Deep matrix factorization with knowledge transfer for lifelong clustering and semi-supervised clustering
Introduction
Clustering analysis is one of the techniques that partition a set of data objects in such a way that data objects in the same group (or called cluster) are more similar to each other than to those in other groups. In recent years, data clustering has been studied extensively from some novel perspectives, say clustering with noisy data [13], incomplete data clustering [17], multi-view clustering [36], and multi-task clustering [48], [49]. Among these, multi-task clustering transfers the knowledge learned from different tasks to help clustering for a target task and groups the data of multiple tasks at the same time. For example, Zhang et al. [47] proposed a multi-task clustering method to transfer instance knowledge across tasks to help cluster each target task. Zhang et al. [48] also proposed a model to jointly mine task relationship among all tasks to help data clustering of every task. However, multi-task clustering methods mainly consider a fixed task set and do not learn incrementally. Given a sequence of tasks, when a new task is fed into a multi-task clustering model, the model needs to rebuild on all arrived tasks repeatedly, which is costly and time-consuming as the tasks are possibly endless. In this paper, we focus on the problem of data clustering of a sequence of tasks. This problem setting is similar as the current lifelong learning setting [5], which addresses a set of clustering tasks consecutively. Lifelong learning is a continual learning process where the learner learns a sequence of tasks; after learning each task, the learner retains knowledge and later uses the knowledge to help learn future task [2]. Mostly existing works focus on lifelong classification problems. In this work, we concern a lifelong clustering problem.
Rao et al. [25] proposed an unsupervised continual learning model to learn a task specific representation on the top of a larger set of shared parameters, which aims to solve catastrophic forgetting in neural networks. Note that the data in [25] are actually from the same task as the same dataset is partitioned into multiple subsets and then each subset is treated as a task. While, our tasks are from different datasets (see experiment section). Sun et al. [29] proposed a lifelong spectral clustering method to investigate spectral clustering in a lifelong learning setting. However, this method only extracts the shallow information of the data using spectral graph theory and cannot mine the deep intrinsic information among data samples. Our lifelong clustering method is a deep model, which is based on deep matrix factorization to effectively extract deep information [18], [3]. Meanwhile, these methods work in an unsupervised manner without any label information. In practice, a few of prior label information can robust and boost clustering performance remarkably [11], [10], [16]. Learning with partially supervised label information is known as semi-supervised learning [34]. To our knowledge, there is no work on lifelong semi-supervised clustering. In our work, we bring semi-supervised learning into our lifelong clustering framework and further propose a lifelong semi-supervised clustering method. In brief, the framework of our lifelong clustering is shown in Fig. 1.
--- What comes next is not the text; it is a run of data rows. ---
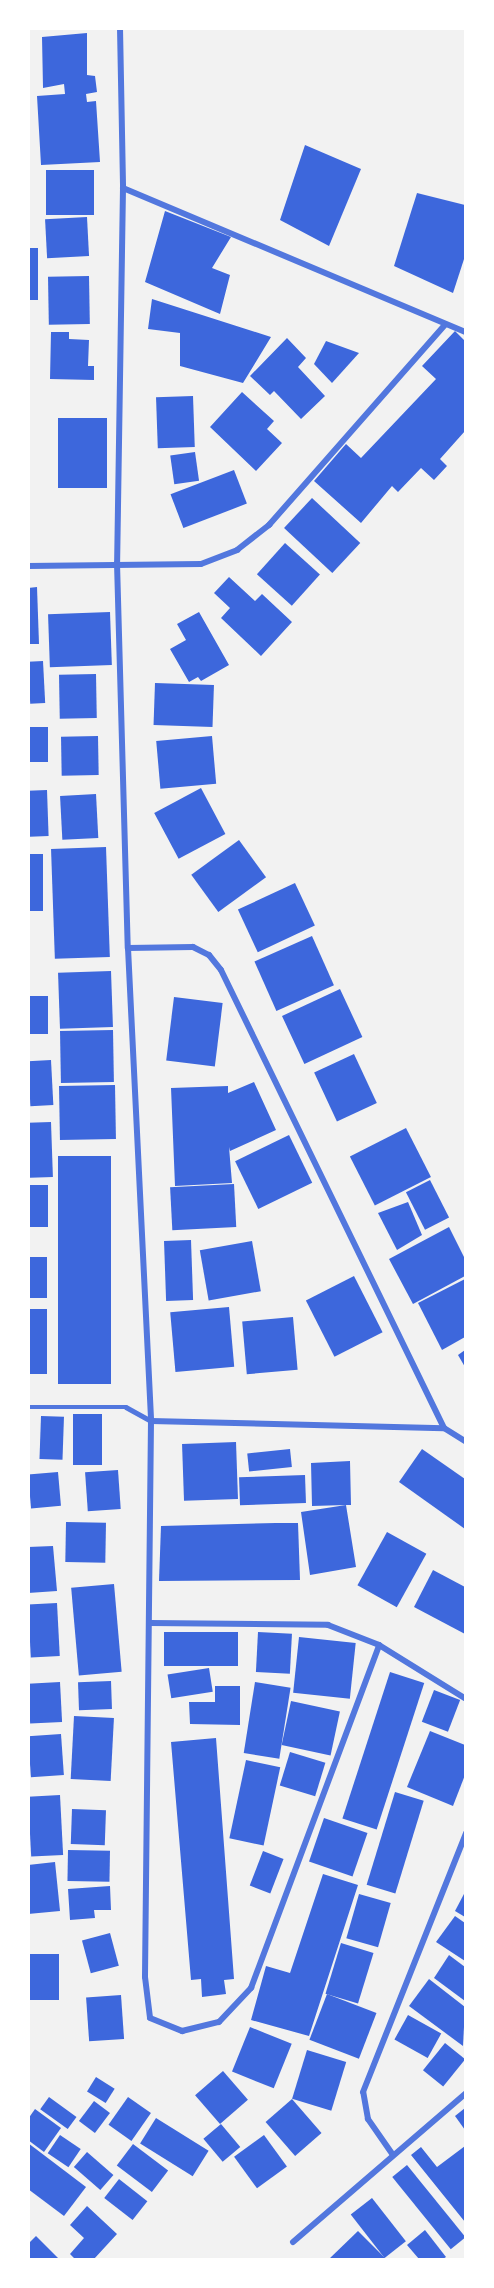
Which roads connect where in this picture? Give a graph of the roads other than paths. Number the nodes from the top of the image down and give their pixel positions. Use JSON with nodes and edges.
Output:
{"nodes":[{"id":1,"x":120,"y":28,"type":"edge"},
{"id":2,"x":123,"y":188,"type":"junction"},
{"id":3,"x":444,"y":325,"type":"junction"},
{"id":4,"x":465,"y":332,"type":"edge"},
{"id":5,"x":117,"y":563,"type":"junction"},
{"id":6,"x":28,"y":566,"type":"edge"},
{"id":7,"x":128,"y":948,"type":"junction"},
{"id":8,"x":28,"y":1407,"type":"edge"},
{"id":9,"x":151,"y":1422,"type":"junction"},
{"id":10,"x":444,"y":1428,"type":"junction"},
{"id":11,"x":465,"y":1442,"type":"edge"},
{"id":12,"x":150,"y":1623,"type":"junction"},
{"id":13,"x":379,"y":1645,"type":"junction"},
{"id":14,"x":465,"y":1699,"type":"edge"},
{"id":15,"x":465,"y":1833,"type":"edge"},
{"id":16,"x":465,"y":2093,"type":"edge"},
{"id":17,"x":393,"y":2155,"type":"junction"},
{"id":18,"x":294,"y":2242,"type":"dead end"}],
"edges":[{"from":1,"to":2,"type":"street"},
{"from":2,"to":3,"type":"street"},
{"from":2,"to":5,"type":"street"},
{"from":3,"to":4,"type":"street"},
{"from":3,"to":5,"type":"street"},
{"from":5,"to":6,"type":"street"},
{"from":5,"to":7,"type":"street"},
{"from":7,"to":9,"type":"street"},
{"from":7,"to":10,"type":"street"},
{"from":8,"to":9,"type":"lane"},
{"from":9,"to":10,"type":"street"},
{"from":9,"to":12,"type":"street"},
{"from":10,"to":11,"type":"street"},
{"from":12,"to":13,"type":"street"},
{"from":12,"to":13,"type":"street"},
{"from":13,"to":14,"type":"street"},
{"from":15,"to":17,"type":"street"},
{"from":16,"to":17,"type":"street"},
{"from":17,"to":18,"type":"street"}]}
Regarding clustering in a lifelong learning setting, there are at least two key challenges need to address. (1) How to mine shared knowledge among multiple tasks? Similar to multi-task learning, it needs to extract effective and sufficient information across tasks and to learn the correlation between tasks. (2) How to learn and transfer knowledge from previous tasks to the target/new task? The number of tasks in lifelong learning is possibly never ending and the task set is not fixed unlike multi-task learning. Thus, it would be essential that storing knowledge learned from previous tasks and transferring the knowledge to a new task to boost clustering performance for this new task.
In this paper, we design a deep multi-layer architecture to learn deep-layer representations across a sequence of tasks and meanwhile utilize graph co-clustering to transfer knowledge from one task to another. We then propose a Deep Matrix factorization method with Knowledge transfer (denoted as DMK) for lifelong clustering based on deep matrix factorization and graph co-clustering. Given a set of prior label information in each task, we further propose a Semi-supervised DMK (denoted as SDMK) for lifelong semi-supervised clustering. The proposed DMK and SDMK will be clear shortly. In summary, this paper makes the following contributions:
- •
It studies a new clustering paradigm called lifelong clustering, which aims to retain and accumulate knowledge learned from each previous task and to use the knowledge to help future clustering tasks.
- •
It proposes a deep multi-layer model (i.e., Deep Matrix factorization method with Knowledge transfer) for lifelong clustering. The proposed model learns a basis feature library shared by all previous tasks and meanwhile learns a task-specific representation for each new/target task. It also exploits graph co-clustering to learn a common feature embedding library to exchange and transfer latent information between sequential tasks.
- •
It further proposes a lifelong semi-supervised clustering method by exploiting a few of prior label information, which uses a label knowledge library to transfer semi-supervised knowledge among tasks.
- •
An alternating iterative optimization algorithm is presented to optimize the proposed lifelong clustering and semi-supervised clustering methods respectively in the lifelong setting. Experimental results on real-world datasets demonstrate the effectiveness and efficiency of the proposed methods.
Section snippets
Related works
In this section, we discuss the related works to our proposed method, most notably, Lifelong Learning, Multi-task Clustering and Matrix Factorization.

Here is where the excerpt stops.